Personal information
- Full name: Anthony Craig James
- Date of birth: 27 June 1967 (age 59)
- Place of birth: Sheffield, England
- Position: Defender

Youth career
- Sheffield

Senior career*
- Years: Team / Apps / (Gls)
- 1986–1988: Gainsborough Trinity
- 1988–1989: Lincoln City / 29 / (0)
- 1989–1994: Leicester City / 107 / (11)
- 1994–1996: Hereford United / 35 / (4)
- 1996–1997: Plymouth Argyle / 34 / (1)

= Tony James (English footballer) =

English footballer

Anthony Craig James (born 27 June 1967) is an English former professional footballer.
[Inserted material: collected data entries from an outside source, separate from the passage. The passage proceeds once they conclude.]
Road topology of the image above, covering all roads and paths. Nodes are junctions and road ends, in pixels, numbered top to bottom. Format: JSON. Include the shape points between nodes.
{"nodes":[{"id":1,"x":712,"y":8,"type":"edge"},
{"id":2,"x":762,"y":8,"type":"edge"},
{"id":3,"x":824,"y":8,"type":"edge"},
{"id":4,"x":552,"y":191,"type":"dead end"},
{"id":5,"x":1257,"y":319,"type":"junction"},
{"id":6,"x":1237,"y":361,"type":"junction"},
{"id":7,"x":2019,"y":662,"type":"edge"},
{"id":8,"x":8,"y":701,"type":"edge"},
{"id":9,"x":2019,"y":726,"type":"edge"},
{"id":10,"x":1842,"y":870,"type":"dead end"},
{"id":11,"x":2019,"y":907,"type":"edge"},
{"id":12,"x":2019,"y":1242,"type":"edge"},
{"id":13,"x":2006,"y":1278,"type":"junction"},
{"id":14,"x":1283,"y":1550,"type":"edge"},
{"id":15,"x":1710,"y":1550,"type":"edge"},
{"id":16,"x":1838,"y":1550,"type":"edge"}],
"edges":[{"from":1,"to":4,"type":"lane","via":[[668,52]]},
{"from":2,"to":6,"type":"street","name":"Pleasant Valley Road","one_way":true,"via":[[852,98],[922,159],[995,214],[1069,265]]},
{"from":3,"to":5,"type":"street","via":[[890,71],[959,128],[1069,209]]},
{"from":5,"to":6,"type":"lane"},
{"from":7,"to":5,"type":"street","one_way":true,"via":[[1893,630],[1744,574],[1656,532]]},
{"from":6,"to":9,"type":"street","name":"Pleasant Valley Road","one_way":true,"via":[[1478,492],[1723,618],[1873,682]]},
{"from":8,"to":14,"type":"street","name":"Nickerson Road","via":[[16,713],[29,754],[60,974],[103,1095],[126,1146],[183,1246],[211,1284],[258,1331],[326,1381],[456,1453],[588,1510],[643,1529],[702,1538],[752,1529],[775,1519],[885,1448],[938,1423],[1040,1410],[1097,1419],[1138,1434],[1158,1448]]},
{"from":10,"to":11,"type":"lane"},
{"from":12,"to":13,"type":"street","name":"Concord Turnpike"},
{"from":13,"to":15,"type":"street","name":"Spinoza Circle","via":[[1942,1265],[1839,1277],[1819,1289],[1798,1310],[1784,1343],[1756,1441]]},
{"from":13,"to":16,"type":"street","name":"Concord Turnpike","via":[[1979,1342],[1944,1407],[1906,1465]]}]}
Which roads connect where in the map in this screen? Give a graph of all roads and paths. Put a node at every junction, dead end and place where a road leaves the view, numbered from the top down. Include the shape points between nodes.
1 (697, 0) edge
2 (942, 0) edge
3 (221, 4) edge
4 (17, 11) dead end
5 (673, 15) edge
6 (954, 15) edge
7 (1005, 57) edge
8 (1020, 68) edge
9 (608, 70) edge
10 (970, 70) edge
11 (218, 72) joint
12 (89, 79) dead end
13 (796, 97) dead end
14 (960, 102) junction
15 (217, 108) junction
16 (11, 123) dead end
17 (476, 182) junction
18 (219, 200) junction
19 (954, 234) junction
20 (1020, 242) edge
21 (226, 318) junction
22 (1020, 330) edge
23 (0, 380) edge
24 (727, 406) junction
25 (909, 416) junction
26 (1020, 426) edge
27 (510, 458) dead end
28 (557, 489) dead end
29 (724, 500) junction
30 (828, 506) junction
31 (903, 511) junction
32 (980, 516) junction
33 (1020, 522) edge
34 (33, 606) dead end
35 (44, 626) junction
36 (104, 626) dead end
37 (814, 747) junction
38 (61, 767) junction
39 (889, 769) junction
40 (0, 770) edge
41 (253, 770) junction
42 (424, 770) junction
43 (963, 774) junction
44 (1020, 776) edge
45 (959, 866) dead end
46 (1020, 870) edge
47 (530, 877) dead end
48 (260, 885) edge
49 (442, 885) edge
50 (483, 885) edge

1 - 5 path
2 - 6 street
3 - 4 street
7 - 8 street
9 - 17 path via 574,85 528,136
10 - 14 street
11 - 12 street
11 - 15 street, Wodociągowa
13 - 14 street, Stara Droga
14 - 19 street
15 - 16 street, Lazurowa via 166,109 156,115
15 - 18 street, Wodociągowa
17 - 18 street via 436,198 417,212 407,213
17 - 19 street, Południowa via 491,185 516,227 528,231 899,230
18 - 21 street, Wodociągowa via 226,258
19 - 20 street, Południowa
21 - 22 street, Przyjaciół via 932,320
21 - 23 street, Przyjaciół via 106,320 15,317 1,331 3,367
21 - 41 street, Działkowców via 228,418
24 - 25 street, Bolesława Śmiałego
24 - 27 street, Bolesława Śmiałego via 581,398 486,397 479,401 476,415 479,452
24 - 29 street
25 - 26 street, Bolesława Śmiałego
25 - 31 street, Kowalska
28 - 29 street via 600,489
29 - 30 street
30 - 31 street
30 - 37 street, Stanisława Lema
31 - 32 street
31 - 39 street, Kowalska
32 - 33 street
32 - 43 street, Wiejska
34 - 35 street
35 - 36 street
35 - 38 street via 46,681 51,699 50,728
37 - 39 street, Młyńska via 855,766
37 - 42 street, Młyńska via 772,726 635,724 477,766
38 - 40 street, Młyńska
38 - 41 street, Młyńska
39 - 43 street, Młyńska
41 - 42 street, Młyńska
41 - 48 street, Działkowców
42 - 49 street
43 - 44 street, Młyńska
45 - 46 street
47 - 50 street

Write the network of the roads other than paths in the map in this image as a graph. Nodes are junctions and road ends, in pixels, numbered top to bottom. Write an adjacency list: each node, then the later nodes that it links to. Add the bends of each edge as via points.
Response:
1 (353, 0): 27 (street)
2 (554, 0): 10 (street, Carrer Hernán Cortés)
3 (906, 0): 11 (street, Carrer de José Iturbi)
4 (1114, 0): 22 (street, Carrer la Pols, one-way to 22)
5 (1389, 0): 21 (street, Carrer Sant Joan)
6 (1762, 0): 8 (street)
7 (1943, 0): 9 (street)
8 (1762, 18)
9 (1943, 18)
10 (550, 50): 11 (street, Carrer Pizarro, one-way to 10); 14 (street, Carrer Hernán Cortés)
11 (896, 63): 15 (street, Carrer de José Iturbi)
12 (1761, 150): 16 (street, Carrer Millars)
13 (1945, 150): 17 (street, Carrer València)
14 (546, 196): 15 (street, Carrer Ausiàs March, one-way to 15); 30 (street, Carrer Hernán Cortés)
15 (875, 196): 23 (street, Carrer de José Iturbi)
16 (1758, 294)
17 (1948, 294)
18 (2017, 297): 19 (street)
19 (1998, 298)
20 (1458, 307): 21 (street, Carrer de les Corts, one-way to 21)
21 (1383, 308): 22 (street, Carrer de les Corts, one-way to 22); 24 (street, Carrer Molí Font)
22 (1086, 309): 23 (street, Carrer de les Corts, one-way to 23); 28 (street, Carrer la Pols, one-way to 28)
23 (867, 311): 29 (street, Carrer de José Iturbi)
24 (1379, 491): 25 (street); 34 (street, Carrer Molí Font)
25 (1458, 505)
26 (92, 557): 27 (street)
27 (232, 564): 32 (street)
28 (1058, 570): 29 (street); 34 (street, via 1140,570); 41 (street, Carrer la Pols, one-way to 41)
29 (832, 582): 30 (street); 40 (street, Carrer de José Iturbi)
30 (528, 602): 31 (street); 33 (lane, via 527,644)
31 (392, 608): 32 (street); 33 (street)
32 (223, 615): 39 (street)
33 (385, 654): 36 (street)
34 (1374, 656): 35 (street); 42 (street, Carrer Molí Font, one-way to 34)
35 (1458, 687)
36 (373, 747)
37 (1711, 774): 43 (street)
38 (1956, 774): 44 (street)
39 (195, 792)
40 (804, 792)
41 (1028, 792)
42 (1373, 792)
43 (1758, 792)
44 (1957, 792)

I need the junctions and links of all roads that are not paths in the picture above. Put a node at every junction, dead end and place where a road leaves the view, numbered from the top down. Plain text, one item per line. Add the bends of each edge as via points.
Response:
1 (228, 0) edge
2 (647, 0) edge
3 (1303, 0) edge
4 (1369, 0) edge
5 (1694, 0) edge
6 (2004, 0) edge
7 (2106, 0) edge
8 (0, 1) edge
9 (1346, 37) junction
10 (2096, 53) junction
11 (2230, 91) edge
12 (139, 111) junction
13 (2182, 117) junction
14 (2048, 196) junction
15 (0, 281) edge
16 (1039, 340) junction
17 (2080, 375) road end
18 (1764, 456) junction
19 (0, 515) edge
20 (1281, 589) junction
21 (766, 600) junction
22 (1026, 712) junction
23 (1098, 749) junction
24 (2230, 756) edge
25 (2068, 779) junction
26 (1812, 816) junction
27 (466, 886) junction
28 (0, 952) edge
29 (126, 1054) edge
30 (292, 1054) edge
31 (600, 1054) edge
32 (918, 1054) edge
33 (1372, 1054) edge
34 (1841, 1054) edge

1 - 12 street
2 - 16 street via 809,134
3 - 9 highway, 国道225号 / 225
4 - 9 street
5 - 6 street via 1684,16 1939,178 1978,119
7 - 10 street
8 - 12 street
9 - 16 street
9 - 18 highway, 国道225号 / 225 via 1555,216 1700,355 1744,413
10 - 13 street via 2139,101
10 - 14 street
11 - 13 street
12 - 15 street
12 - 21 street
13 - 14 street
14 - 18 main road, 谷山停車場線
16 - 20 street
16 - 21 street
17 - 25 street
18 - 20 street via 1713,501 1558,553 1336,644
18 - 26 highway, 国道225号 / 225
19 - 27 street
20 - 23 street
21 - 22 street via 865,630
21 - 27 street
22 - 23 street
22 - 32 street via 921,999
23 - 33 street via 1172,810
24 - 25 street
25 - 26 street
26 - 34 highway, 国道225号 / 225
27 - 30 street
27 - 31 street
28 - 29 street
He played as a centre back for Gainsborough Trinity, Lincoln City, Leicester City, Hereford United and Plymouth Argyle.

==Career==
He is best remembered at Leicester as being the player who scored the goal that kept Leicester from dropping into the 3rd tier of English football for the first time, after his 24th minute close range conversion from a corner saw Leicester beat Oxford United 1–0 to climb out of the relegation on the final day of the 1990-91 season, which ultimately saw the start of the club's upturn in form in the 1990s. He was also awarded the club's Player of the Year award in the same season. However a broken leg in a game against Wolverhampton Wanderers in October 1991 and several injuries afterwards halted his progression and he never really claimed an extended run in the Leicester side after that.